Collected data:

==============================

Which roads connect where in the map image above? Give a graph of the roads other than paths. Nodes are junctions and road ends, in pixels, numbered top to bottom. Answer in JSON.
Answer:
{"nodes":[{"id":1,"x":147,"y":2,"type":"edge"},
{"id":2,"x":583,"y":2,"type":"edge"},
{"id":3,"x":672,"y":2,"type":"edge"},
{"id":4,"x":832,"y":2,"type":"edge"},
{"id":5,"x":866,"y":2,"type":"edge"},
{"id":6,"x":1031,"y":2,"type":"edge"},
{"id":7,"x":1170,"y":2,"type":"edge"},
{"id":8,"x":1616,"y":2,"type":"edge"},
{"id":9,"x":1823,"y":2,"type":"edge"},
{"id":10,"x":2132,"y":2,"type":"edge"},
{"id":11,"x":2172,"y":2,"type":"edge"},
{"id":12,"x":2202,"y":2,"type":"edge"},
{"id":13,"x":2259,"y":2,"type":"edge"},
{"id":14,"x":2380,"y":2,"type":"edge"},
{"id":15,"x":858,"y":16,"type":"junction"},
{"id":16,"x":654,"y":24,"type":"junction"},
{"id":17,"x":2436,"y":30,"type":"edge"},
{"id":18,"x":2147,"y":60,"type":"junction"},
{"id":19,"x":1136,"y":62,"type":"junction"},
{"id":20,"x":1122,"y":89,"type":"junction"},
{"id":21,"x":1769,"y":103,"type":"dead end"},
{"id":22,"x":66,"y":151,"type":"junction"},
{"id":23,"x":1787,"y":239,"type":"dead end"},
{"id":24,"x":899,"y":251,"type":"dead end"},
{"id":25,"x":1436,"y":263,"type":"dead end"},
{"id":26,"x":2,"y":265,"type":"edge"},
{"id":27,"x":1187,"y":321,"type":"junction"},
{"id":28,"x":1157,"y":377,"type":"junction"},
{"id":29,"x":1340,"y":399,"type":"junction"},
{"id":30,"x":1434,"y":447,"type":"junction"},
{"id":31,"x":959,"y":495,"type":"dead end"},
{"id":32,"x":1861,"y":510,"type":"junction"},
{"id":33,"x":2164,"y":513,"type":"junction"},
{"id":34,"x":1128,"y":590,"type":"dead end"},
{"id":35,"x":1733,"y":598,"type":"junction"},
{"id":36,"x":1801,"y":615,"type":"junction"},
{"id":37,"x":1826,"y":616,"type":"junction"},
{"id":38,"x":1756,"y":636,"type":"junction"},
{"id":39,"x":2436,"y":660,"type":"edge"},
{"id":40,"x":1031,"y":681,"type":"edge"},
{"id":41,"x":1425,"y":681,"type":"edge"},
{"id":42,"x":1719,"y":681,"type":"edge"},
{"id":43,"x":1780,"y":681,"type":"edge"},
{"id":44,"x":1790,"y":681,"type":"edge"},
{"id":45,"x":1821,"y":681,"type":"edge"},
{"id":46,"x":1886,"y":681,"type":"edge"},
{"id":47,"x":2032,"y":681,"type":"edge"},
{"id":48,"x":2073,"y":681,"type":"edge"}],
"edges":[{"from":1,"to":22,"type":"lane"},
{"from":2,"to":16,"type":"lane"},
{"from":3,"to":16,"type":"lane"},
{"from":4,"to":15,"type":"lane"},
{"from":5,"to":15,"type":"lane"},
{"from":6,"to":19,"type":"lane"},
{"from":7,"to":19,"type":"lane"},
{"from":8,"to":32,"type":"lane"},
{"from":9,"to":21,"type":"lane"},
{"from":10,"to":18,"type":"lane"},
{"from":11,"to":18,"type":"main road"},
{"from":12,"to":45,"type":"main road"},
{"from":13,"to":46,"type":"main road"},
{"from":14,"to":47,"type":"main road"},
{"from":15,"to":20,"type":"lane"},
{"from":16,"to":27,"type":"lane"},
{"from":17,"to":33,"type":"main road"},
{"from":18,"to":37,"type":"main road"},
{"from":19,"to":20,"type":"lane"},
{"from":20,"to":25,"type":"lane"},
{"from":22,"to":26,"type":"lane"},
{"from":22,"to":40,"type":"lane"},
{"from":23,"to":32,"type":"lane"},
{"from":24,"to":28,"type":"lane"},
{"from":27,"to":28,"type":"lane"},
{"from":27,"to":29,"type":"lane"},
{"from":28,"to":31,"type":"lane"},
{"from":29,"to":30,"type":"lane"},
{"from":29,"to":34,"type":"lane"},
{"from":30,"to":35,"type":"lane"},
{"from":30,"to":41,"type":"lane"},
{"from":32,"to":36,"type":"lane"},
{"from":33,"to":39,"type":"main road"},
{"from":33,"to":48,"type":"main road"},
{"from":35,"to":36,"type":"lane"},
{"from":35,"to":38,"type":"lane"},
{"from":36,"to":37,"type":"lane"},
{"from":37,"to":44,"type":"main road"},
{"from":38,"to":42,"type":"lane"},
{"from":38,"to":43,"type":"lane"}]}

==============================

▶ _REQUIREMENT_: For the word "Answer", work out how many lines of the entries contain it, and state the number alone.

▶ _SOLUTION_: 2